Deke's Note: Here I return, instead of to that novel to which I long to finish. Ahh, beloved blog readers, here I am once more. Writing a new book is fraught with fright. It could fail miserably, but here, my words are welcomed worldwide. Some of you may even look forward to what I present every week. It has become somewhat of a crutch, an excuse to not journey into the unknown and often-cruel world of fiction. Here within my real-world reality is where we have known each other nearly seven years. It's comfortable, comforting, my accepted and peaceful realm. It seems cowardly to write here, rather than to creating another world in which dreams rule over thoughts and reality. You have been my sole support as a writer all this time. It's hard to believe I will excel elsewhere within the written world. Many of you probably only read this blog because it deals with the realities we face together. To dream that you would follow me upon a literary path other than this is a larger leap than I could ever hope you would take. This blog has become so deeply-ingrained upon me it seems more a habit than simple foray into the mind of a simple transit operator. It inhabits my soul, which is a bit troubling. I'm no longer "hidden" among the depths of our lives. I've become part of it. Whatever "it" is, I'm invested within, and also upon the responsibility to describe how this bus operator feels as I drive a 20-ton Beast. Here I go again, this time delving into personal terrors while transporting my fellow citizens.

Transit is indeed one of the most stressful jobs, but it's not always bad news. The greatest difficulty I think we all face is not knowing when the toughest parts of the job come a haunting.

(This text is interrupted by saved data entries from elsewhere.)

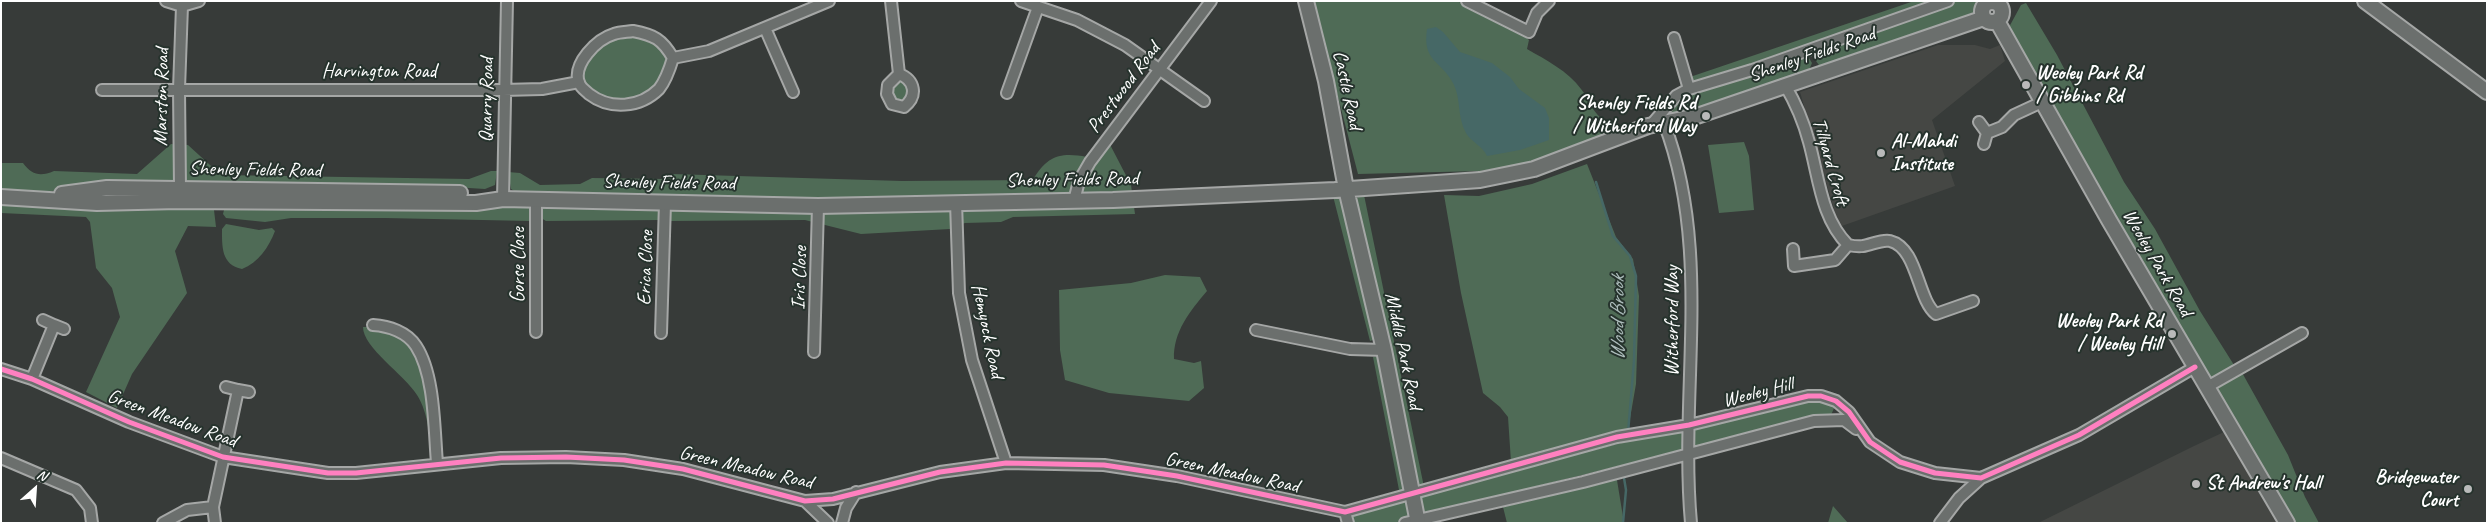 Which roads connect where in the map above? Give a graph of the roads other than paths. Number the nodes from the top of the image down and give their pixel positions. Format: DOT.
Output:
graph roads {
  1 [pos="166,1"];
  2 [pos="199,1"];
  3 [pos="507,1"];
  4 [pos="829,1"];
  5 [pos="891,1"];
  6 [pos="1021,1"];
  7 [pos="1212,1"];
  8 [pos="1306,1"];
  9 [pos="1467,1"];
  10 [pos="1549,1"];
  11 [pos="1948,1"];
  12 [pos="2365,1"];
  13 [pos="182,6"];
  14 [pos="1038,7"];
  15 [pos="1995,9"];
  16 [pos="765,28"];
  17 [pos="1674,38"];
  18 [pos="674,58"];
  19 [pos="1160,69"];
  20 [pos="899,74"];
  21 [pos="579,82"];
  22 [pos="1785,85"];
  23 [pos="179,89"];
  24 [pos="1688,89"];
  25 [pos="102,90"];
  26 [pos="503,90"];
  27 [pos="793,92"];
  28 [pos="2487,92"];
  29 [pos="1007,93"];
  30 [pos="1204,101"];
  31 [pos="2042,102"];
  32 [pos="1979,122"];
  33 [pos="1658,124"];
  34 [pos="1988,133"];
  35 [pos="1984,144"];
  36 [pos="180,188"];
  37 [pos="1346,189"];
  38 [pos="1,197"];
  39 [pos="36,198"];
  40 [pos="502,199"];
  41 [pos="536,199"];
  42 [pos="1074,200"];
  43 [pos="665,202"];
  44 [pos="956,202"];
  45 [pos="818,206"];
  46 [pos="1848,245"];
  47 [pos="1793,249"];
  48 [pos="1973,301"];
  49 [pos="43,320"];
  50 [pos="373,325"];
  51 [pos="1256,330"];
  52 [pos="536,332"];
  53 [pos="2302,332"];
  54 [pos="661,333"];
  55 [pos="1384,350"];
  56 [pos="814,352"];
  57 [pos="2196,367"];
  58 [pos="1,369"];
  59 [pos="32,379"];
  60 [pos="226,387"];
  61 [pos="2207,387"];
  62 [pos="238,390"];
  63 [pos="249,392"];
  64 [pos="1689,425"];
  65 [pos="1865,435"];
  66 [pos="1690,454"];
  67 [pos="223,457"];
  68 [pos="1,458"];
  69 [pos="437,463"];
  70 [pos="1006,463"];
  71 [pos="1981,478"];
  72 [pos="856,492"];
  73 [pos="1412,493"];
  74 [pos="805,502"];
  75 [pos="213,507"];
  76 [pos="1344,512"];
  77 [pos="1414,521"];
  78 [pos="92,523"];
  79 [pos="163,523"];
  80 [pos="215,523"];
  81 [pos="828,523"];
  82 [pos="842,523"];
  83 [pos="1348,523"];
  84 [pos="1691,523"];
  85 [pos="1940,523"];
  86 [pos="2287,523"];
  1 -- 13 [label="street"];
  2 -- 13 [label="street"];
  3 -- 26 [label="street, Quarry Road"];
  4 -- 16 [label="street"];
  5 -- 20 [label="street"];
  6 -- 14 [label="street"];
  7 -- 19 [label="street, Prestwood Road"];
  8 -- 37 [label="street, Castle Road"];
  9 -- 10 [label="street"];
  11 -- 24 [label="street, Shenley Fields Road"];
  12 -- 28 [label="street"];
  13 -- 23 [label="street, Marston Road"];
  14 -- 19 [label="street"];
  14 -- 29 [label="street"];
  15 -- 22 [label="street, Shenley Fields Road"];
  15 -- 31 [label="street, Weoley Park Road"];
  16 -- 18 [label="street"];
  16 -- 27 [label="street"];
  17 -- 24 [label="street"];
  18 -- 21 [label="street"];
  18 -- 21 [label="street"];
  19 -- 30 [label="street"];
  19 -- 42 [label="street, Prestwood Road"];
  21 -- 26 [label="street, Harvington Road"];
  22 -- 33 [label="street, Shenley Fields Road"];
  22 -- 46 [label="street, Tillyard Croft"];
  23 -- 25 [label="street, Harvington Road"];
  23 -- 26 [label="street, Harvington Road"];
  23 -- 36 [label="street, Marston Road"];
  24 -- 33 [label="street, Shenley Fields Road"];
  26 -- 40 [label="street, Quarry Road"];
  31 -- 34 [label="street"];
  31 -- 57 [label="street, Weoley Park Road"];
  32 -- 34 [label="street"];
  33 -- 37 [label="street, Shenley Fields Road"];
  33 -- 64 [label="street, Witherford Way"];
  34 -- 35 [label="street"];
  36 -- 39 [label="street, Shenley Fields Road"];
  36 -- 40 [label="street, Shenley Fields Road"];
  37 -- 42 [label="street, Shenley Fields Road"];
  37 -- 55 [label="street, Middle Park Road"];
  38 -- 39 [label="street, Shenley Fields Road"];
  39 -- 40 [label="street, Shenley Fields Road"];
  40 -- 41 [label="street, Shenley Fields Road"];
  41 -- 43 [label="street, Shenley Fields Road"];
  41 -- 52 [label="street, Gorse Close"];
  42 -- 44 [label="street, Shenley Fields Road"];
  43 -- 45 [label="street, Shenley Fields Road"];
  43 -- 54 [label="street, Erica Close"];
  44 -- 45 [label="street, Shenley Fields Road"];
  44 -- 70 [label="street, Hemyock Road"];
  45 -- 56 [label="street, Iris Close"];
  46 -- 47 [label="street"];
  46 -- 48 [label="street"];
  49 -- 59 [label="street"];
  50 -- 69 [label="street"];
  51 -- 55 [label="street"];
  53 -- 61 [label="street"];
  55 -- 73 [label="street, Middle Park Road"];
  57 -- 61 [label="street, Weoley Park Road"];
  57 -- 71 [label="street, Weoley Hill"];
  58 -- 59 [label="street, Green Meadow Road"];
  59 -- 67 [label="street, Green Meadow Road"];
  60 -- 62 [label="street"];
  61 -- 86 [label="street, Weoley Park Road"];
  62 -- 63 [label="street"];
  62 -- 67 [label="street"];
  64 -- 65 [label="street, Weoley Hill"];
  64 -- 66 [label="street, Witherford Way"];
  64 -- 73 [label="street, Weoley Hill"];
  65 -- 66 [label="street, Weoley Hill"];
  65 -- 71 [label="street, Weoley Hill"];
  66 -- 77 [label="street, Weoley Hill"];
  66 -- 84 [label="street, Witherford Way"];
  67 -- 69 [label="street, Green Meadow Road"];
  67 -- 75 [label="street"];
  68 -- 78 [label="street"];
  69 -- 74 [label="street, Green Meadow Road"];
  70 -- 72 [label="street, Green Meadow Road"];
  70 -- 76 [label="street, Green Meadow Road"];
  71 -- 85 [label="street"];
  72 -- 74 [label="street, Green Meadow Road"];
  72 -- 82 [label="street"];
  73 -- 76 [label="street, Weoley Hill"];
  73 -- 77 [label="street, Middle Park Road"];
  74 -- 81 [label="street, Green Meadow Road"];
  75 -- 79 [label="street"];
  75 -- 80 [label="street"];
  76 -- 83 [label="street"];
}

Today was my Friday. Generally, this is cause for celebration. Saturdays, depending on the route, can be either busier or much more laid back than weekdays. On the 35, weekends are a bit more relaxed than during the hectic work week. That's why I've driven it Saturdays for several years. (Yeah, the "mysterious Deke ruse" ain't workin' so well these days, folks... I'm "out" for all impractical purposes.) How I wish the upper reaches of this roll afforded me the opportunity to stop the bus and take a few photos from the majestical heights of what I see: Mt. Hood in its winter white blanket, the middle-Portland stretch of the Willamette Valley and the wooded hills from there to Estacada. Although brief, I'm afforded brief glimpses of the wondrous beauty my forested home bestows upon a 35 operator.

So. Lately, I've come to dread work a few, if not several times, each week. I don't always know why, but often I do and don't want to admit the source. It's a foreboding sense of doom I fight off like a little dog attacking my ankle. There's little to base it on except for the constant stories worldwide of abuse waged upon transit workers. Not only operators suffer the wrath of an unforgiving minority of passengers. Supervisors, maintenance workers and others are treated to violent outbursts which wreak havoc upon us all. When one suffers, so do we all. It's a pandemic, and I'm not sure anyone truly has all the answers to prevent the increasing violence against us. Even management has awakened to a fraction of our woes, having begun installing weakly-effective barriers to help protect us. Thanks for that. If you created a legal department tasked with aggressively prosecuting those who assail us amidst your outrageous growth of middle management positions, that would help even more. Given that there's rarely, if ever, a presence of our transit management in court proceedings when those accused of assaulting us are on trial, this addition would be greatly appreciated.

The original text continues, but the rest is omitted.